* **Problem to solve**: How many lines of the entries below include the word "road"? Answer with the number alone.

Task material: Begin

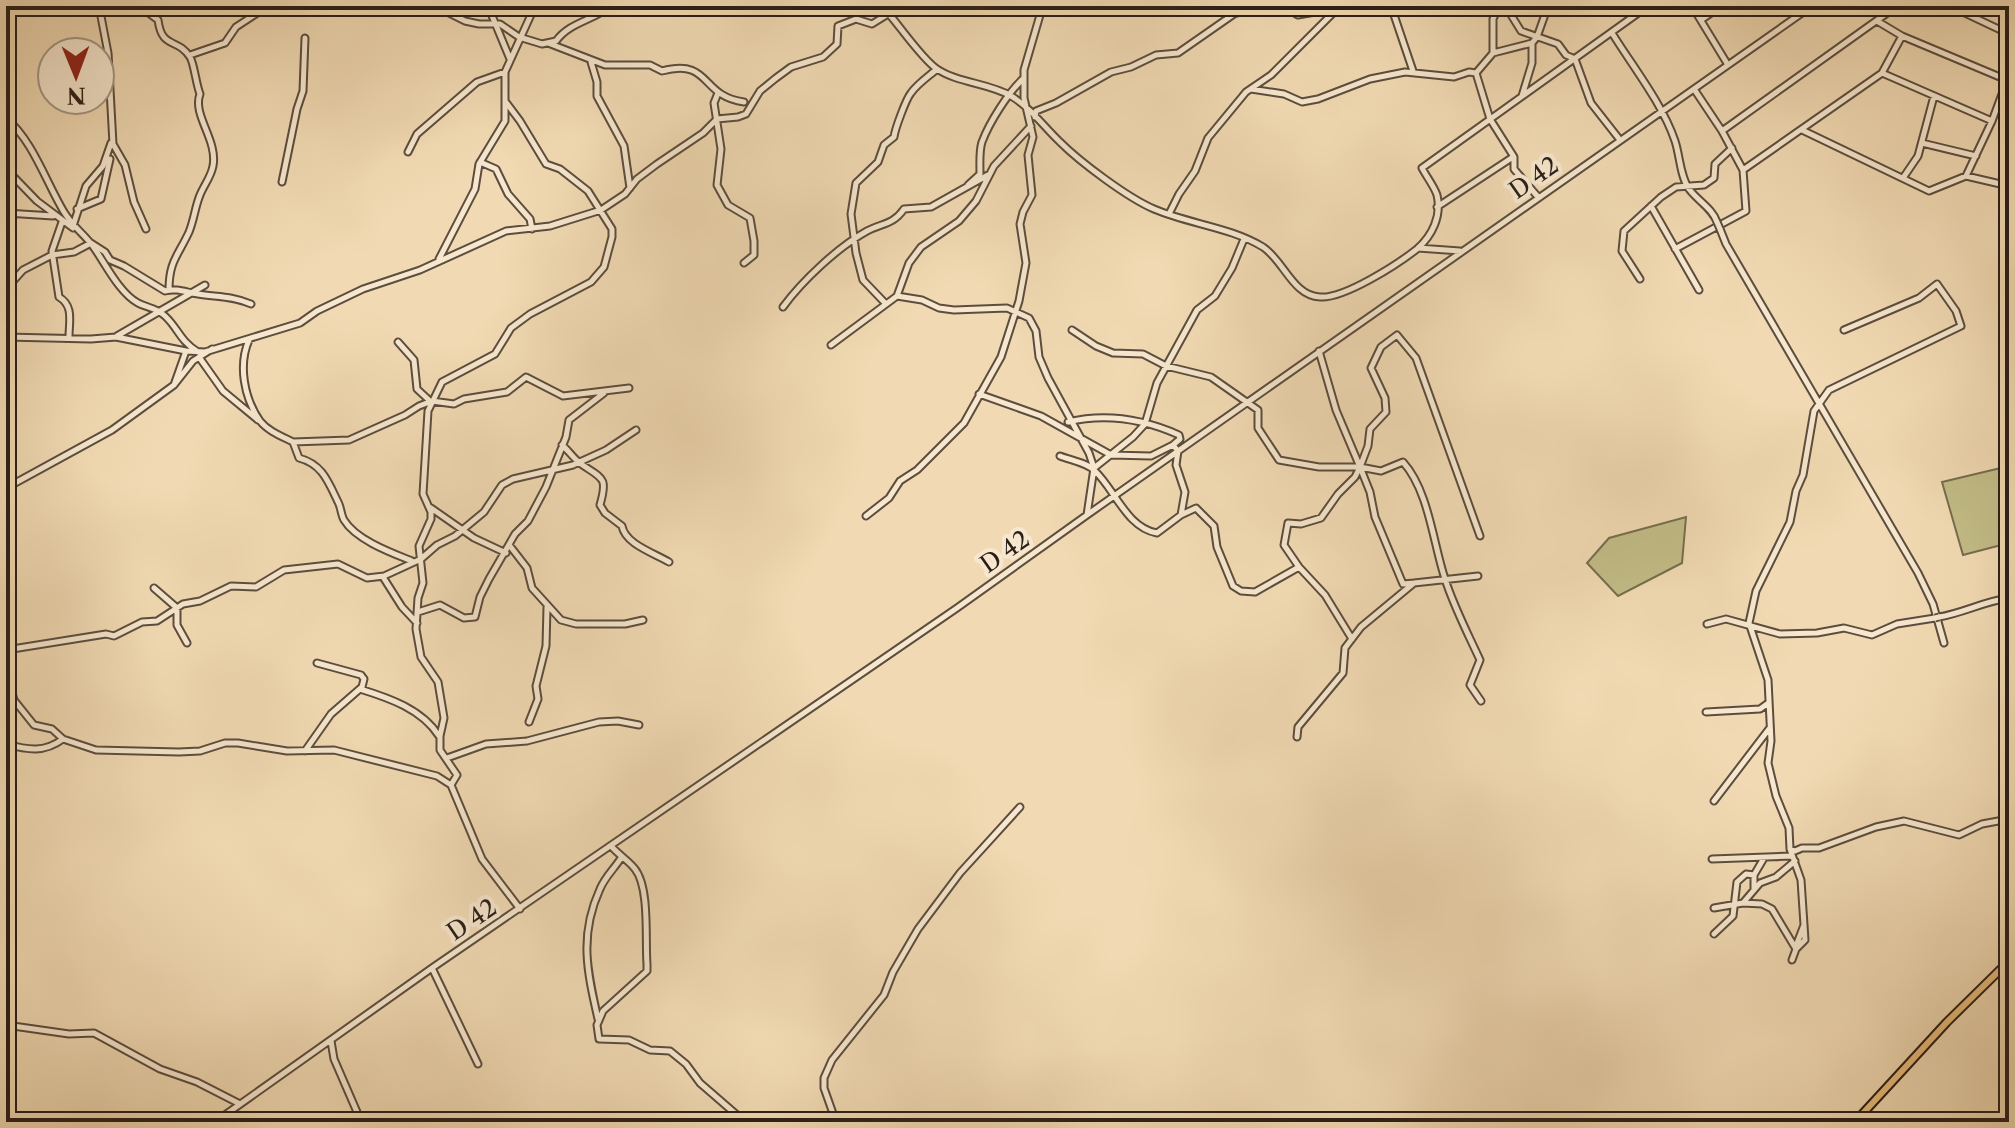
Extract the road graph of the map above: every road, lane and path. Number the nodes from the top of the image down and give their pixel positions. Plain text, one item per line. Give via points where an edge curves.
1 (21, 6) edge
2 (99, 6) edge
3 (139, 6) edge
4 (268, 6) edge
5 (435, 6) edge
6 (488, 6) edge
7 (535, 6) edge
8 (611, 6) edge
9 (885, 6) edge
10 (901, 6) edge
11 (1047, 6) edge
12 (1231, 6) edge
13 (1254, 6) edge
14 (1282, 6) edge
15 (1340, 6) edge
16 (1391, 6) edge
17 (1501, 6) edge
18 (1548, 6) edge
19 (1648, 6) edge
20 (1692, 6) edge
21 (1721, 6) edge
22 (1812, 6) edge
23 (1897, 6) edge
24 (1950, 6) edge
25 (1962, 8) edge
26 (1332, 13) junction
27 (6, 14) edge
28 (889, 14) junction
29 (1226, 20) junction
30 (1701, 20) junction
31 (1877, 21) junction
32 (495, 25) junction
33 (1612, 33) junction
34 (2009, 34) edge
35 (1902, 36) junction
36 (519, 37) junction
37 (1537, 37) junction
38 (305, 38) dead end
39 (548, 43) junction
40 (1532, 43) junction
41 (1493, 53) junction
42 (189, 55) junction
43 (510, 59) junction
44 (1575, 59) junction
45 (591, 61) junction
46 (1728, 65) junction
47 (937, 69) junction
48 (1413, 71) junction
49 (505, 72) junction
50 (1476, 73) junction
51 (1882, 73) junction
52 (1024, 77) junction
53 (2008, 78) edge
54 (1250, 89) junction
55 (1694, 89) junction
56 (718, 93) junction
57 (1010, 95) junction
58 (1934, 96) junction
59 (1522, 97) junction
60 (505, 101) junction
61 (744, 102) dead end
62 (1027, 108) junction
63 (1661, 112) junction
64 (1035, 117) junction
65 (6, 118) edge
66 (717, 119) junction
67 (1490, 119) junction
68 (1992, 121) junction
69 (1031, 127) junction
70 (1801, 129) junction
71 (1722, 131) junction
72 (112, 139) junction
73 (1620, 140) junction
74 (1922, 143) junction
75 (1732, 148) junction
76 (110, 150) junction
77 (408, 152) dead end
78 (1976, 156) junction
79 (1514, 157) junction
80 (480, 162) junction
81 (6, 169) edge
82 (1743, 170) junction
83 (989, 175) junction
84 (1966, 176) junction
85 (1903, 178) junction
86 (282, 182) dead end
87 (2009, 186) edge
88 (1688, 187) junction
89 (630, 188) junction
90 (964, 190) junction
91 (1538, 197) junction
92 (1651, 206) junction
93 (1437, 207) junction
94 (77, 209) junction
95 (601, 210) junction
96 (6, 213) edge
97 (1169, 214) junction
98 (55, 217) junction
99 (62, 222) junction
100 (74, 228) junction
101 (146, 229) dead end
102 (532, 229) junction
103 (1244, 239) junction
104 (854, 240) junction
105 (91, 243) junction
106 (1417, 248) junction
107 (1675, 249) junction
108 (1462, 251) junction
109 (52, 255) junction
110 (437, 261) junction
111 (744, 263) dead end
112 (1640, 279) dead end
113 (205, 285) dead end
114 (6, 289) edge
115 (169, 290) junction
116 (1699, 290) dead end
117 (192, 292) junction
118 (897, 296) junction
119 (251, 304) dead end
120 (886, 304) junction
121 (783, 307) dead end
122 (158, 312) junction
123 (1017, 312) junction
124 (1072, 330) dead end
125 (1844, 330) dead end
126 (6, 337) edge
127 (69, 337) junction
128 (116, 337) junction
129 (249, 340) junction
130 (398, 342) dead end
131 (831, 345) dead end
132 (186, 351) junction
133 (1319, 351) junction
134 (199, 355) junction
135 (1166, 366) junction
136 (174, 385) junction
137 (629, 388) dead end
138 (605, 392) junction
139 (979, 394) junction
140 (431, 401) junction
141 (1248, 402) junction
142 (1820, 404) junction
143 (261, 421) junction
144 (1070, 422) junction
145 (1145, 424) junction
146 (1060, 426) junction
147 (636, 430) dead end
148 (1078, 437) junction
149 (293, 442) junction
150 (562, 445) junction
151 (1173, 445) junction
152 (1178, 451) junction
153 (1111, 455) junction
154 (1060, 456) dead end
155 (579, 463) junction
156 (1360, 467) junction
157 (1094, 468) junction
158 (553, 471) junction
159 (6, 488) edge
160 (1113, 496) junction
161 (431, 507) junction
162 (1087, 515) junction
163 (1181, 515) junction
164 (866, 516) dead end
165 (463, 529) junction
166 (1480, 536) dead end
167 (510, 546) junction
168 (506, 553) junction
169 (421, 559) junction
170 (413, 562) junction
171 (669, 562) dead end
172 (1299, 567) junction
173 (1478, 576) dead end
174 (383, 577) junction
175 (1445, 581) junction
176 (1414, 583) junction
177 (154, 588) dead end
178 (2009, 598) edge
179 (547, 606) junction
180 (177, 608) junction
181 (418, 612) junction
182 (643, 620) dead end
183 (417, 623) junction
184 (1749, 623) junction
185 (1707, 624) dead end
186 (1352, 639) junction
187 (187, 643) dead end
188 (1944, 643) dead end
189 (6, 650) edge
190 (317, 663) dead end
191 (6, 671) edge
192 (360, 689) junction
193 (1481, 701) dead end
194 (1768, 703) junction
195 (1706, 712) dead end
196 (529, 722) dead end
197 (639, 725) dead end
198 (1769, 729) junction
199 (1297, 737) dead end
200 (440, 738) junction
201 (63, 739) junction
202 (6, 744) edge
203 (304, 752) junction
204 (447, 758) junction
205 (451, 785) junction
206 (1714, 801) dead end
207 (1020, 807) dead end
208 (2009, 819) edge
209 (612, 847) junction
210 (1790, 849) junction
211 (621, 858) junction
212 (1764, 858) junction
213 (1712, 859) dead end
214 (1794, 859) junction
215 (1754, 875) junction
216 (1754, 889) junction
217 (1739, 903) junction
218 (1714, 908) dead end
219 (520, 909) junction
220 (1714, 934) dead end
221 (1795, 948) junction
222 (1792, 960) dead end
223 (2009, 961) edge
224 (432, 968) junction
225 (598, 1019) junction
226 (6, 1025) edge
227 (331, 1040) junction
228 (478, 1064) dead end
229 (240, 1104) junction
230 (357, 1112) dead end
231 (215, 1122) edge
232 (745, 1122) edge
233 (836, 1122) edge
234 (1855, 1122) edge

1 - 27 street
2 - 72 street via 108,53
3 - 42 street via 158,20 160,35
4 - 42 street via 236,27 225,43
5 - 32 street via 465,21
6 - 32 street
7 - 36 street
8 - 39 street via 565,28
9 - 28 street
10 - 28 street
11 - 52 street via 1034,30
12 - 29 street
13 - 29 street
14 - 26 street via 1298,15
15 - 26 street
16 - 48 street
17 - 37 street via 1521,31
17 - 41 street via 1493,19
18 - 37 street
19 - 33 street
20 - 30 street
21 - 30 street
22 - 46 street, D 42 / D 42
23 - 31 street
24 - 25 street
25 - 34 street
26 - 54 street via 1271,75
28 - 47 street
28 - 66 street via 872,24 856,19 838,26 837,44 823,57 791,67 760,91 746,114
29 - 64 street via 1178,53 1156,55 1111,72 1036,111
30 - 46 street
31 - 35 street
31 - 71 street
32 - 36 street
32 - 43 street
33 - 44 street
33 - 63 street
35 - 51 street
35 - 53 street
36 - 39 street
36 - 43 street
37 - 40 street
37 - 44 street via 1558,44
38 - 86 street via 303,91
39 - 45 street
40 - 41 street
40 - 59 street
41 - 50 street
42 - 115 street via 214,162 169,269
43 - 49 street
44 - 59 street
44 - 73 street via 1591,103
45 - 56 street via 650,65 662,71 690,68
45 - 89 street via 597,96 624,146
46 - 55 street, D 42 / D 42
47 - 57 street
47 - 104 street via 910,93 894,137 856,183
48 - 50 street via 1454,77
48 - 54 street via 1302,102
49 - 60 street
49 - 77 street via 477,82 417,134
50 - 67 street
51 - 58 street
51 - 70 street
52 - 57 street
52 - 62 street
53 - 68 street
54 - 97 street via 1208,138
55 - 63 street, D 42 / D 42
55 - 71 street
56 - 61 street
56 - 66 street
57 - 62 street
57 - 90 street via 981,144 980,174
58 - 68 street
58 - 74 street
59 - 67 street
60 - 80 street via 505,121
60 - 95 street via 546,164 588,191
62 - 64 street
62 - 69 street
63 - 73 street, D 42 / D 42
63 - 88 street
64 - 69 street
64 - 97 street via 1082,162 1132,197
65 - 100 street via 28,145
66 - 89 street
66 - 111 street via 717,185 728,205 744,212 753,225 754,255
67 - 79 street
67 - 93 street via 1422,168 1437,195
68 - 78 street
69 - 83 street
69 - 123 street via 1032,195 1020,224 1026,263
70 - 82 street
70 - 85 street
71 - 75 street
72 - 76 street
72 - 101 street
73 - 91 street, D 42 / D 42
74 - 78 street
74 - 85 street
75 - 82 street
75 - 88 street via 1715,164 1714,178
76 - 94 street
76 - 94 street via 101,199
78 - 84 street
79 - 91 street via 1514,169
79 - 93 street
80 - 102 street via 496,169
80 - 110 street via 475,189
81 - 98 street
82 - 107 street via 1746,211
83 - 90 street
83 - 118 street via 959,221 921,247
84 - 85 street via 1929,191
84 - 87 street
88 - 92 street via 1676,187
88 - 142 street, bridge via 1714,215
89 - 95 street
90 - 104 street via 931,207 904,209 897,219
91 - 108 street, D 42 / D 42
92 - 107 street
92 - 112 street via 1624,231 1622,251
93 - 106 street via 1435,227
94 - 100 street
95 - 102 street
95 - 140 street via 612,237 604,267 591,282 511,328 495,354 442,382
96 - 98 street
97 - 103 street
98 - 99 street
99 - 100 street
99 - 109 street
100 - 105 street
102 - 110 street via 506,231
103 - 106 street via 1263,247 1307,294 1319,297 1334,296 1393,268
103 - 135 street via 1215,296 1197,310
104 - 120 street via 863,280
104 - 121 street via 825,261
105 - 109 street
105 - 115 street via 151,285
105 - 122 street via 137,303
106 - 108 street
107 - 116 street
108 - 133 street, D 42 / D 42
109 - 114 street via 23,270
109 - 127 street via 59,297 70,309
110 - 129 street via 363,289 300,323
113 - 117 street
115 - 117 street
117 - 119 street
117 - 122 street
118 - 120 street
118 - 123 street via 939,308 998,307
120 - 131 street
122 - 128 street
122 - 134 street
123 - 139 street via 1001,357
123 - 144 street via 1029,318 1036,331 1039,357
124 - 135 street via 1113,353 1143,354
125 - 142 street via 1919,298 1937,284 1961,326 1829,390
126 - 127 street
127 - 128 street
128 - 132 street
129 - 134 street
129 - 143 street via 243,373
130 - 140 street via 414,360 417,389
132 - 134 street
132 - 136 street
133 - 141 street, D 42 / D 42
133 - 156 street
134 - 136 street
134 - 143 street via 223,391
135 - 141 street via 1211,377
135 - 145 street
136 - 159 street via 112,430
137 - 138 street
138 - 140 street via 563,396 526,377 507,392 454,404
138 - 150 street via 569,420
139 - 146 street
139 - 164 street via 957,431
140 - 149 street via 349,440
140 - 161 street via 423,494
141 - 152 street, D 42 / D 42
141 - 156 street via 1258,410 1258,428 1279,460
142 - 184 street via 1814,411 1790,522 1763,573
142 - 188 street via 1918,573
143 - 149 street
144 - 145 street via 1111,416
144 - 146 street
144 - 148 street
145 - 151 street via 1179,435
145 - 153 street
146 - 148 street
147 - 155 street
148 - 153 street
148 - 157 street
149 - 170 street via 299,458 322,470 344,520 365,541
150 - 155 street
150 - 158 street
151 - 152 street
151 - 153 street via 1151,456
152 - 160 street, D 42 / D 42
152 - 163 street via 1176,465 1185,492
153 - 157 street
154 - 157 street
155 - 158 street
155 - 171 street via 603,481 600,505 623,533
156 - 166 street via 1370,429 1386,412 1371,368 1381,347 1397,335 1416,358
156 - 172 street via 1321,518 1288,523 1284,545
156 - 175 street via 1381,471 1403,462 1412,472
156 - 176 street via 1403,584
157 - 160 street
157 - 162 street
158 - 165 street via 502,485 484,512
158 - 167 street
160 - 162 street, D 42 / D 42
160 - 163 street via 1144,531 1157,533
161 - 165 street
161 - 169 street via 419,546
162 - 209 street, D 42 / D 42
163 - 172 street via 1196,508 1214,526 1233,586 1241,591 1255,592
165 - 168 street
165 - 169 street
167 - 168 street
167 - 179 street
168 - 181 street via 484,588 475,617 464,618 440,605
169 - 170 street
169 - 181 street
170 - 174 street
172 - 186 street via 1325,595
173 - 175 street
174 - 180 street via 367,578 338,564 284,570 256,587 231,586
174 - 183 street
175 - 176 street
175 - 193 street via 1480,660 1470,685
176 - 186 street
177 - 180 street
178 - 184 street via 1953,616 1897,624 1872,635 1844,628 1780,634
179 - 182 street via 567,623
179 - 196 street via 538,699
180 - 187 street via 177,625
180 - 189 street via 114,636
181 - 183 street
183 - 200 street via 417,645 438,682 443,707
184 - 185 street via 1726,619
184 - 194 street via 1767,670
186 - 199 street via 1345,648 1343,673 1298,727
190 - 192 street via 361,675
191 - 201 street via 14,700 30,721
192 - 200 street via 403,704
192 - 203 street via 331,714
194 - 195 street via 1760,709
194 - 198 street
197 - 204 street via 599,722 527,741 486,744
198 - 206 street
198 - 210 street via 1770,773 1789,828
200 - 204 street
201 - 202 street via 40,750
201 - 203 street via 96,750 138,753 200,751 225,743
203 - 205 street via 350,753 437,776
204 - 205 street via 457,775
205 - 219 street via 482,859
207 - 233 street via 918,929 884,995 832,1060 824,1088
208 - 210 street via 1959,835 1904,821 1819,848
209 - 211 street
209 - 219 street, D 42 / D 42
210 - 214 street
211 - 225 street via 600,889 586,929
211 - 225 street via 637,870 640,881 647,971
212 - 213 street
212 - 214 street
212 - 215 street
214 - 216 street
214 - 221 street via 1805,924 1805,940
215 - 216 street
215 - 217 street via 1737,882
216 - 217 street
217 - 218 street
217 - 220 street
217 - 221 street via 1772,909
219 - 224 street, D 42 / D 42
221 - 222 street
223 - 234 main road
224 - 227 street, D 42 / D 42
224 - 228 street
225 - 232 street via 601,1041 629,1040 650,1050 670,1051
226 - 229 street via 94,1033
227 - 229 street, D 42 / D 42
227 - 230 street
229 - 231 street, D 42 / D 42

Task material: End

* **Written response**: 2